* INPUT FOR THIS TASK:
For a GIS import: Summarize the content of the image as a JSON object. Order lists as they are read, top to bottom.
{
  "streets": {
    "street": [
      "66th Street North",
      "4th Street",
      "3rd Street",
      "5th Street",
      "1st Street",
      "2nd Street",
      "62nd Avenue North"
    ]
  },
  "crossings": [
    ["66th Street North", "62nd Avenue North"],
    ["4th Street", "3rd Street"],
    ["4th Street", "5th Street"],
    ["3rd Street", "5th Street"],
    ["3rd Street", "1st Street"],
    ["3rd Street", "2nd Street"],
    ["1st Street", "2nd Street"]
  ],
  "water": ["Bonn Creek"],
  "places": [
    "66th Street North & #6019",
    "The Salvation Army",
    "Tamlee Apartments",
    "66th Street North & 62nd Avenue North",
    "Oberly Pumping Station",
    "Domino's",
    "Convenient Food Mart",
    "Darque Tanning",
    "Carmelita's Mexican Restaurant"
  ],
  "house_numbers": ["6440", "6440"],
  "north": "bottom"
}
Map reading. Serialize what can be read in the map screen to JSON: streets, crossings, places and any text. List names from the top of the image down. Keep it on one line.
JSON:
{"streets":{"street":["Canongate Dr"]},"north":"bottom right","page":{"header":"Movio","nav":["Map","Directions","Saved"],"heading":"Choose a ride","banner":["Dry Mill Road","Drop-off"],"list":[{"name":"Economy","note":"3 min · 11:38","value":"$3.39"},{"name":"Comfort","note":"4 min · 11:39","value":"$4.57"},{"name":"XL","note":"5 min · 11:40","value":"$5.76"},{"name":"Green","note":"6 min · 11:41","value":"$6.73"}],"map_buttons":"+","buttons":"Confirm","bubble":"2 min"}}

* YOUR TASK:
Copy each line of the material exactly as written.

* YOUR SOLUTION:
For a GIS import: Summarize the content of the image as a JSON object. Order lists as they are read, top to bottom.
{
  "streets": {
    "street": [
      "66th Street North",
      "4th Street",
      "3rd Street",
      "5th Street",
      "1st Street",
      "2nd Street",
      "62nd Avenue North"
    ]
  },
  "crossings": [
    ["66th Street North", "62nd Avenue North"],
    ["4th Street", "3rd Street"],
    ["4th Street", "5th Street"],
    ["3rd Street", "5th Street"],
    ["3rd Street", "1st Street"],
    ["3rd Street", "2nd Street"],
    ["1st Street", "2nd Street"]
  ],
  "water": ["Bonn Creek"],
  "places": [
    "66th Street North & #6019",
    "The Salvation Army",
    "Tamlee Apartments",
    "66th Street North & 62nd Avenue North",
    "Oberly Pumping Station",
    "Domino's",
    "Convenient Food Mart",
    "Darque Tanning",
    "Carmelita's Mexican Restaurant"
  ],
  "house_numbers": ["6440", "6440"],
  "north": "bottom"
}
Map reading. Serialize what can be read in the map screen to JSON: streets, crossings, places and any text. List names from the top of the image down. Keep it on one line.
JSON:
{"streets":{"street":["Canongate Dr"]},"north":"bottom right","page":{"header":"Movio","nav":["Map","Directions","Saved"],"heading":"Choose a ride","banner":["Dry Mill Road","Drop-off"],"list":[{"name":"Economy","note":"3 min · 11:38","value":"$3.39"},{"name":"Comfort","note":"4 min · 11:39","value":"$4.57"},{"name":"XL","note":"5 min · 11:40","value":"$5.76"},{"name":"Green","note":"6 min · 11:41","value":"$6.73"}],"map_buttons":"+","buttons":"Confirm","bubble":"2 min"}}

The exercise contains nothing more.